Enfin, la seule chose qui ait subsisté de tous les peuples Gaulois qui furent soumis après leur établissement en Italie, c'est la conservation des noms de leurs divers pays que nous reconnaissons encore. Par exemple, nous voyons assez clairement que les Bituriges habitaient le Berry, les Arverniens l'Auvergne, les Sénonais Sens, Auxerre, et autres endroits voisins jusqu'à Paris ; les Eduents la Bourgogne, les Ambarres les environs de Châlons-sur-Saone, les Carnutes le pays Chartrain, les Aulerques une portion de la Bretagne, les Insubriens un canton de la Bourgogne, les Saliens la Provence, les Cénomants le Maine, les Salluviens le long du Rhône, les Boïens le Bourbonnais, les Lingons le pays de Langres, et les Vénetes le canton de Vannes en Bretagne.

Mais tous ces divers peuples étaient aussi barbares les uns que les autres ; la colonie des Grecs qui fonda Marseille six cent ans avant l'ère vulgaire, ne put ni polir ses voisins, ni étendre sa langue au-delà du territoire de la ville. Les dialectes du langage celtique étaient affreux ; l'empereur Julien sous qui ce langage se parlait encore, dit qu'il ressemblait au croassement des corbeaux.

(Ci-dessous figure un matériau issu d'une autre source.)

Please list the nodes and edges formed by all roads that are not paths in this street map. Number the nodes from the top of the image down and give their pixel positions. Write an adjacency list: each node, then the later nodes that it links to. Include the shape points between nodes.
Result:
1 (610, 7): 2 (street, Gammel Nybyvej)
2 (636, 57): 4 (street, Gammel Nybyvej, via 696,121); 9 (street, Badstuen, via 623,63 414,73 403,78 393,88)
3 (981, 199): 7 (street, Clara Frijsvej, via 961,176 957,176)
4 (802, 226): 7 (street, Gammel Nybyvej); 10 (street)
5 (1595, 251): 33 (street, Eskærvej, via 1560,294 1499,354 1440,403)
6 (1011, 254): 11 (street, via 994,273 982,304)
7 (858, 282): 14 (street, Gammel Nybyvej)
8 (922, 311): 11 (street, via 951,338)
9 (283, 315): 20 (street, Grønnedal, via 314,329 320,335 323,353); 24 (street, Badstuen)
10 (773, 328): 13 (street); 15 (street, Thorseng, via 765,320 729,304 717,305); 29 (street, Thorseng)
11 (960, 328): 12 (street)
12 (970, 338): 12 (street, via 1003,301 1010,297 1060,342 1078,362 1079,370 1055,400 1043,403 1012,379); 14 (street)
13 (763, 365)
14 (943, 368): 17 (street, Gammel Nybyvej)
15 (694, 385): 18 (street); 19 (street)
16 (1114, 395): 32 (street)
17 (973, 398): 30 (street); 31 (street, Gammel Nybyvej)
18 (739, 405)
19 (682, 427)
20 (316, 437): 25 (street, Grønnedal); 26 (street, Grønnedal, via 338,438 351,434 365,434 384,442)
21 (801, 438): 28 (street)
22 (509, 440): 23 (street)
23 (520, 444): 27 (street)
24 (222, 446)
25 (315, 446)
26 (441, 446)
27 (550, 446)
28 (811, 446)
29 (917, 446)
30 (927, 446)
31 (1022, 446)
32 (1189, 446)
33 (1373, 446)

On ignore jusqu'aux noms des dieux que se forgèrent les Gaulois ; et si César donne à leurs divinités les noms qu'on leur donnait à Rome, ce n'est sans-doute que parce qu'il avait remarqué dans quelques-unes, quelque attribut ou quelque symbole ressemblant à ceux des dieux de son pays ; car dans le fond, les divinités des anciens Gaulois devaient être bien inconnues, soit aux Grecs, soit aux Romains, puisque Lucien dans un de ses dialogues fait dire à Mercure, qu'il ne sait comment s'y prendre pour inviter les dieux des Gaulois à se trouver à l'assemblée des autres dieux, parce qu'ignorant leur langue, il ne peut ni les entendre, ni se faire entendre d'eux. Il est vrai que depuis la conquête des Gaules par les Romains, tous les dieux d'Athènes et de Rome s'y introduisirent insensiblement, et prirent la place des anciens dieux du pays, ou du-moins se confondirent avec eux ; mais ce ne fut-là qu'un accroissement de superstitions.

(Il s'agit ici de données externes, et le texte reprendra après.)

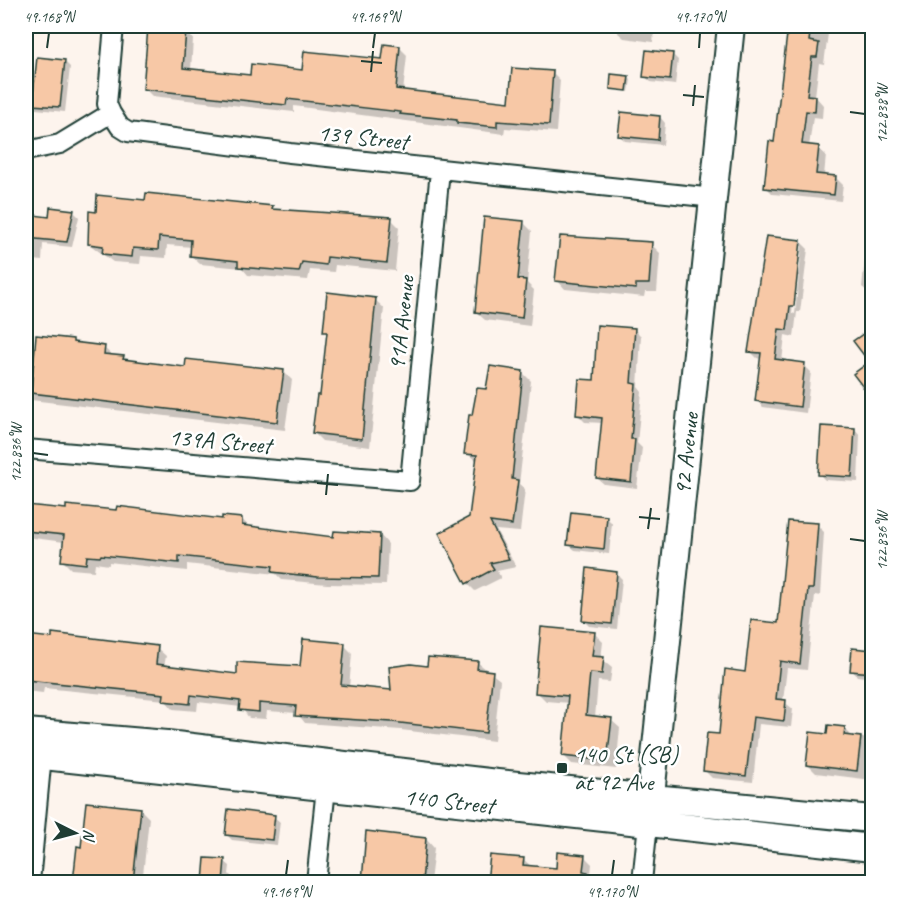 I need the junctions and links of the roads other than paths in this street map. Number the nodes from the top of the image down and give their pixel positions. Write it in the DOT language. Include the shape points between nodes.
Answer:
graph roads {
  1 [pos="114,26"];
  2 [pos="731,26"];
  3 [pos="111,113"];
  4 [pos="26,151"];
  5 [pos="440,170"];
  6 [pos="714,198"];
  7 [pos="26,449"];
  8 [pos="410,481"];
  9 [pos="26,732"];
  10 [pos="167,744"];
  11 [pos="34,754"];
  12 [pos="326,788"];
  13 [pos="650,798"];
  14 [pos="873,819"];
  15 [pos="648,823"];
  16 [pos="873,848"];
  17 [pos="30,882"];
  18 [pos="316,882"];
  19 [pos="642,882"];
  1 -- 3 [label="street" via="107,104"];
  2 -- 6 [label="main road, 92 Avenue"];
  3 -- 4 [label="street" via="60,144"];
  3 -- 5 [label="street, 139 Street" via="128,132"];
  5 -- 6 [label="street, 139 Street"];
  5 -- 8 [label="street, 91A Avenue"];
  6 -- 13 [label="main road, 92 Avenue"];
  7 -- 8 [label="street, 139A Street"];
  9 -- 10 [label="main road, 140 Street"];
  10 -- 11 [label="main road" via="142,752 54,744"];
  10 -- 13 [label="main road, 140 Street"];
  11 -- 12 [label="main road, 140 Street"];
  11 -- 17 [label="street"];
  12 -- 15 [label="main road, 140 Street"];
  12 -- 18 [label="street"];
  13 -- 14 [label="main road, 140 Street"];
  13 -- 15 [label="main road, 92 Avenue"];
  15 -- 16 [label="main road, 140 Street"];
  15 -- 19 [label="street, 92 Avenue"];
} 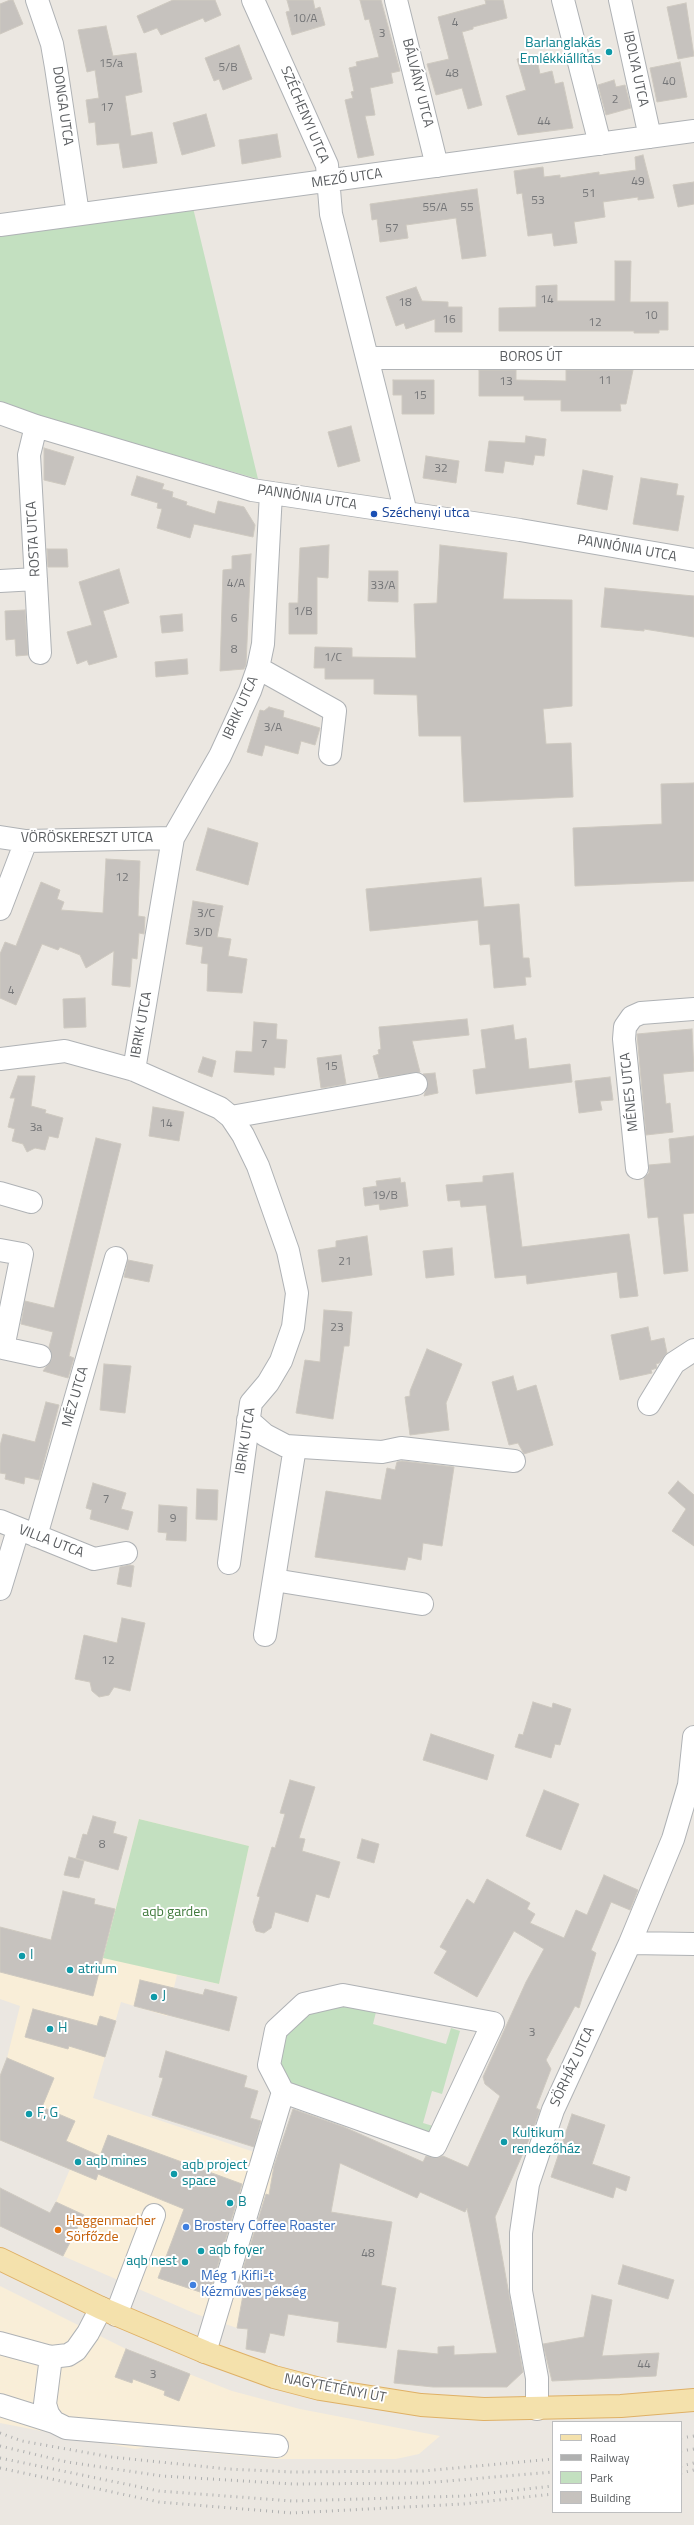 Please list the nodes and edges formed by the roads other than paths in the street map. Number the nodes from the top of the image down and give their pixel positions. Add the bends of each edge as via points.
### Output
1 (37, 0) edge
2 (253, 0) edge
3 (396, 0) edge
4 (563, 0) edge
5 (620, 0) edge
6 (694, 131) edge
7 (650, 137) junction
8 (600, 144) junction
9 (437, 166) junction
10 (327, 182) junction
11 (78, 214) junction
12 (0, 225) edge
13 (368, 358) junction
14 (694, 358) edge
15 (0, 413) edge
16 (36, 426) junction
17 (271, 493) junction
18 (406, 513) junction
19 (694, 560) edge
20 (36, 579) junction
21 (0, 581) edge
22 (40, 653) dead end
23 (258, 668) junction
24 (330, 754) dead end
25 (0, 837) edge
26 (174, 838) junction
27 (26, 841) junction
28 (0, 910) edge
29 (694, 1009) edge
30 (0, 1059) edge
31 (134, 1070) junction
32 (416, 1084) dead end
33 (231, 1117) junction
34 (637, 1168) dead end
35 (0, 1193) edge
36 (31, 1202) dead end
37 (0, 1250) edge
38 (116, 1258) dead end
39 (694, 1350) edge
40 (40, 1356) dead end
41 (649, 1404) dead end
42 (248, 1420) junction
43 (295, 1447) junction
44 (514, 1461) dead end
45 (18, 1529) edge
46 (126, 1553) dead end
47 (229, 1563) dead end
48 (274, 1580) junction
49 (0, 1589) edge
50 (422, 1604) dead end
51 (265, 1635) dead end
52 (694, 1737) edge
53 (689, 1802) edge
54 (630, 1943) junction
55 (694, 1944) edge
56 (283, 2092) junction
57 (154, 2215) dead end
58 (0, 2259) edge
59 (109, 2311) junction
60 (0, 2344) edge
61 (204, 2352) junction
62 (51, 2356) junction
63 (694, 2400) edge
64 (0, 2404) edge
65 (537, 2409) junction
66 (54, 2422) junction
67 (277, 2446) dead end

1 - 11 street, DONGA UTCA via 52,44
2 - 10 street, SZÉCHENYI UTCA via 322,152 327,165
3 - 9 street, BÁLVÁNY UTCA
4 - 8 street
5 - 7 street, IBOLYA UTCA
6 - 7 street, MEZŐ UTCA
7 - 8 street, MEZŐ UTCA
8 - 9 street, MEZŐ UTCA
9 - 10 street, MEZŐ UTCA
10 - 11 street, MEZŐ UTCA
10 - 13 street, SZÉCHENYI UTCA via 331,214
11 - 12 street, MEZŐ UTCA
13 - 14 street, BOROS ÚT
13 - 18 street, SZÉCHENYI UTCA
15 - 16 street, PANNÓNIA UTCA
16 - 17 street, PANNÓNIA UTCA
16 - 20 street, ROSTA UTCA via 29,455
17 - 18 street, PANNÓNIA UTCA
17 - 23 street, IBRIK UTCA via 263,644
18 - 19 street, PANNÓNIA UTCA
20 - 21 street
20 - 22 street, ROSTA UTCA
23 - 24 street via 335,711
23 - 26 street, IBRIK UTCA via 220,756
25 - 27 street, VÖRÖSKERESZT UTCA
26 - 27 street, VÖRÖSKERESZT UTCA
26 - 31 street, IBRIK UTCA
27 - 28 street
29 - 34 street, MÉNES UTCA via 641,1013 632,1017 625,1027 624,1039
30 - 31 street via 65,1051
31 - 33 street, IBRIK UTCA via 220,1108
32 - 33 street
33 - 42 street, IBRIK UTCA via 258,1166 274,1208 288,1251 297,1293 293,1327 281,1361 268,1383 250,1403
35 - 36 street
37 - 40 street via 22,1254 2,1348
38 - 45 street, MÉZ UTCA
39 - 41 street via 674,1363
42 - 43 street via 265,1435 286,1446
42 - 47 street, IBRIK UTCA
43 - 44 street via 382,1452 401,1448
43 - 48 street
45 - 46 street, VILLA UTCA via 94,1559
45 - 49 street, MÉZ UTCA
48 - 50 street
48 - 51 street
52 - 53 street, SÖRHÁZ UTCA
53 - 54 street, SÖRHÁZ UTCA
54 - 55 street
54 - 65 street, SÖRHÁZ UTCA via 553,2110 528,2184 521,2233 521,2291 537,2378
56 - 56 street via 435,2146 493,2023 343,1995 304,2004 276,2030 269,2065
56 - 61 street
57 - 59 street
58 - 59 main road, NAGYTÉTÉNYI ÚT
59 - 61 main road, NAGYTÉTÉNYI ÚT
59 - 62 street via 92,2326 76,2350 68,2356
60 - 62 street
61 - 65 main road, NAGYTÉTÉNYI ÚT via 274,2377 362,2396 421,2405
62 - 66 street via 46,2404 48,2414
63 - 65 main road, NAGYTÉTÉNYI ÚT
64 - 66 street
66 - 67 street via 66,2428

Les mœurs des Gaulois du temps de César, étaient la barbarie même ; ils faisaient vœu, s'ils réchappaient d'une dangereuse maladie, d'un péril éminent, d'une bataille douteuse, d'immoler à leurs divinités tutélaires, des victimes humaines, persuadés qu'on ne pouvait obtenir des dieux la vie d'un homme, que par la mort d'un autre. Ils avaient des sacrifices publics de ce genre, dont les Druides qui gouvernaient la nation, étaient les ministres ; ces sacrificateurs brulaient des hommes dans de grandes et hideuses statues d'ozier faites exprès. Les druidesses plongeaient des couteaux dans le cœur des prisonniers, et jugeaient de l'avenir par la manière dont le sang coulait : de grandes pierres un peu creuses qu'on a trouvées sur les confins de la Germanie et de la Gaule, sont, à ce qu'on prétend, les autels où l'on faisait ces sacrifices. Si cela est, voilà tous les monuments qui nous restent des Gaulois. Il faut, comme le dit M. de Voltaire, détourner les yeux de ces temps horribles qui font la honte de la nature. (D.J.)

* GAULOIS, (philosophie des) Voyez l'article CELTES, où l'on a exposé en même temps les opinions des Gaulois, des habitants de la grande-Bretagne, des Germains, et des nations septentrionales. Consultez aussi l'article DRUIDE.